To do - A single number is the answer: how many lines of the entries contain the word "袖ケ浦中島木更津線"?

[Records from a data source]
⟨

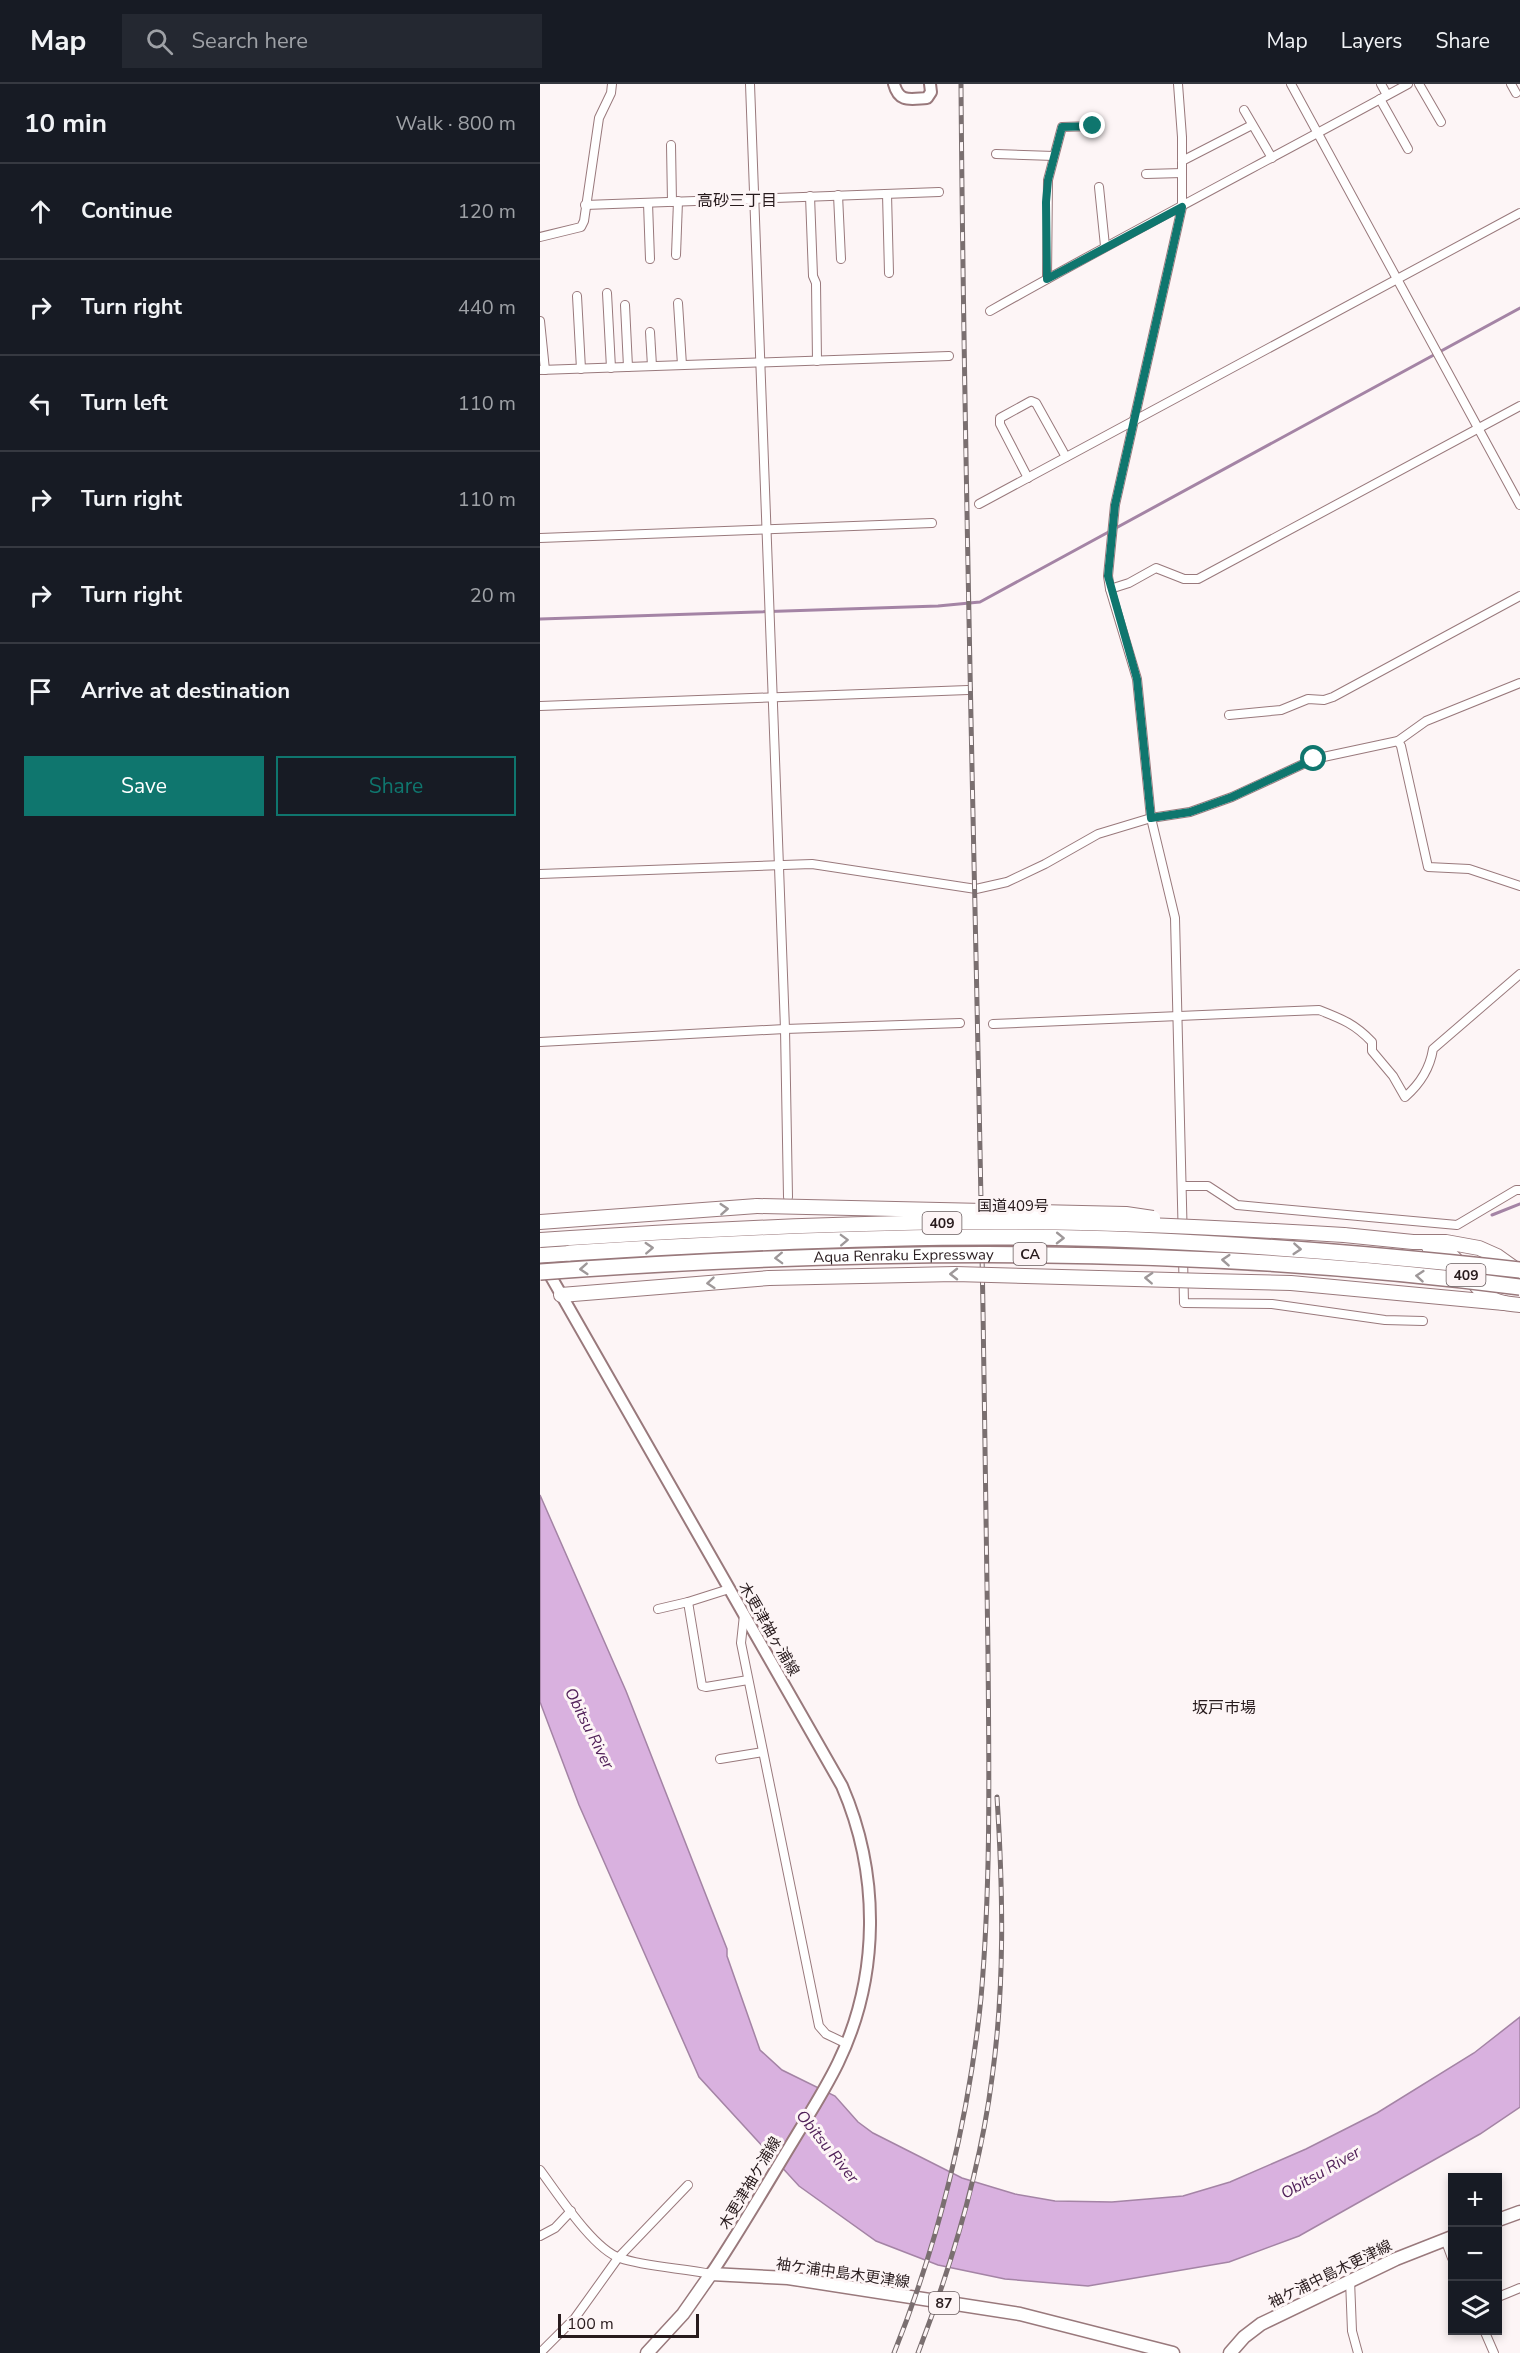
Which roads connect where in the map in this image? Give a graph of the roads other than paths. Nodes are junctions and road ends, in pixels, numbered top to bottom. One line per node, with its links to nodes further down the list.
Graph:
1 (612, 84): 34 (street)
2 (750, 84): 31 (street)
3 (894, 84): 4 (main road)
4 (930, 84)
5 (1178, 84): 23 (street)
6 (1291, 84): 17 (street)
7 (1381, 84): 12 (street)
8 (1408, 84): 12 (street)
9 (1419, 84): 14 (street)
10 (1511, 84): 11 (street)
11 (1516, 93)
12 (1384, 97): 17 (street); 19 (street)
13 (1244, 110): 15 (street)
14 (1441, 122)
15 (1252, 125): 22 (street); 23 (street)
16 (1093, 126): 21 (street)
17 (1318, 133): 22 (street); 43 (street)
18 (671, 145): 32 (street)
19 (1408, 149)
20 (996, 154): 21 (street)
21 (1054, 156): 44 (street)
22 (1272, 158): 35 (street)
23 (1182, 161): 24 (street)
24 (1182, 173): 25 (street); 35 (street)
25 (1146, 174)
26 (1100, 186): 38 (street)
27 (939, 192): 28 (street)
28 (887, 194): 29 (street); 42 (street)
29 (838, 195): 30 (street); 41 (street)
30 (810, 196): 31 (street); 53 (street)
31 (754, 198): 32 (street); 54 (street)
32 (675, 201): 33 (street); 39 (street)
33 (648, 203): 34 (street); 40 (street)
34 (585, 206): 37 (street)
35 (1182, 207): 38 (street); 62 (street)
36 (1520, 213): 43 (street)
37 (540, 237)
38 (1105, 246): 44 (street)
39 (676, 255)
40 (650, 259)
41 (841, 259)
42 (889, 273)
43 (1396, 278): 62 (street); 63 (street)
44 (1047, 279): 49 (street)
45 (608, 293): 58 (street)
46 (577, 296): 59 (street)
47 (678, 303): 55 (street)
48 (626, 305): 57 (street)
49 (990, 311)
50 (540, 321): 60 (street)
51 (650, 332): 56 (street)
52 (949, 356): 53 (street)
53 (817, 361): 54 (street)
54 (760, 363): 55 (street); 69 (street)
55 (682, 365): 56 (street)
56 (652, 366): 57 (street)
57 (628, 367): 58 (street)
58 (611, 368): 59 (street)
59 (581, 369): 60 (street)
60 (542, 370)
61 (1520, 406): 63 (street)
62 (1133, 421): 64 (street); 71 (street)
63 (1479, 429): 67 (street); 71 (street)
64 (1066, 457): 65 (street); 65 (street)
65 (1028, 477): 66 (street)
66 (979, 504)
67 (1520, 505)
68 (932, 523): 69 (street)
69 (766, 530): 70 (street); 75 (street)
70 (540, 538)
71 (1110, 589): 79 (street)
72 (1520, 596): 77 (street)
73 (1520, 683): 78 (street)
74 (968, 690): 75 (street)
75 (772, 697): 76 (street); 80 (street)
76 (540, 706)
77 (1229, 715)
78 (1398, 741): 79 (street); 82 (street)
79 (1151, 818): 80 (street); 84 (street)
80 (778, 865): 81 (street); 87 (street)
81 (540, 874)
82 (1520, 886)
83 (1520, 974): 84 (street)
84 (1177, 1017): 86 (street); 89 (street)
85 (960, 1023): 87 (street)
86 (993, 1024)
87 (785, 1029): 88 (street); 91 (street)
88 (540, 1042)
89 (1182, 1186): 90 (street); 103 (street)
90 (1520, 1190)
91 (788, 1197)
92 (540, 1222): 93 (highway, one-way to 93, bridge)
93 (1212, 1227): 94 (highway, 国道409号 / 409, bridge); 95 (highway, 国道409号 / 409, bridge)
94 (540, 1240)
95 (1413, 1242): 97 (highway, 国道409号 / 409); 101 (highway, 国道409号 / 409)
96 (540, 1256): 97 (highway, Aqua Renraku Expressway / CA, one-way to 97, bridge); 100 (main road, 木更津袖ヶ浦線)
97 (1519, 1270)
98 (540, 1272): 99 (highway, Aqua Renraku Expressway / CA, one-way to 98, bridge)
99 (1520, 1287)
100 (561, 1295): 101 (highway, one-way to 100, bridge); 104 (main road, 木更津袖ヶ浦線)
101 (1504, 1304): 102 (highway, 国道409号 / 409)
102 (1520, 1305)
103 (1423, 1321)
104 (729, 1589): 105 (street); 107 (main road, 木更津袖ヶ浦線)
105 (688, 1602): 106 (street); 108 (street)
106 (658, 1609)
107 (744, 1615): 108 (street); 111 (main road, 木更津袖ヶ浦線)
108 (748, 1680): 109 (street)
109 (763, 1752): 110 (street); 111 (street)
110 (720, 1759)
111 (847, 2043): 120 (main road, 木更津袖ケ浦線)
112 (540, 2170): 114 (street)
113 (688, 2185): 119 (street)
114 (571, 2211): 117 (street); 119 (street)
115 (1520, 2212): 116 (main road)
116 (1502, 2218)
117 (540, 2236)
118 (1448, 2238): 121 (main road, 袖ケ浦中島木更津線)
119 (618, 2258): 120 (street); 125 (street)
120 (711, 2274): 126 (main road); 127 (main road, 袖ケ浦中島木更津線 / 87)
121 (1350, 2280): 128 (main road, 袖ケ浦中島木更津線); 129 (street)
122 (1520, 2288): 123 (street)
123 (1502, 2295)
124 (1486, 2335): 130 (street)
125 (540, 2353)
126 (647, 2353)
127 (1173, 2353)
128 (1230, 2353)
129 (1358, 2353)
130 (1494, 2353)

⟩

Task solution - 3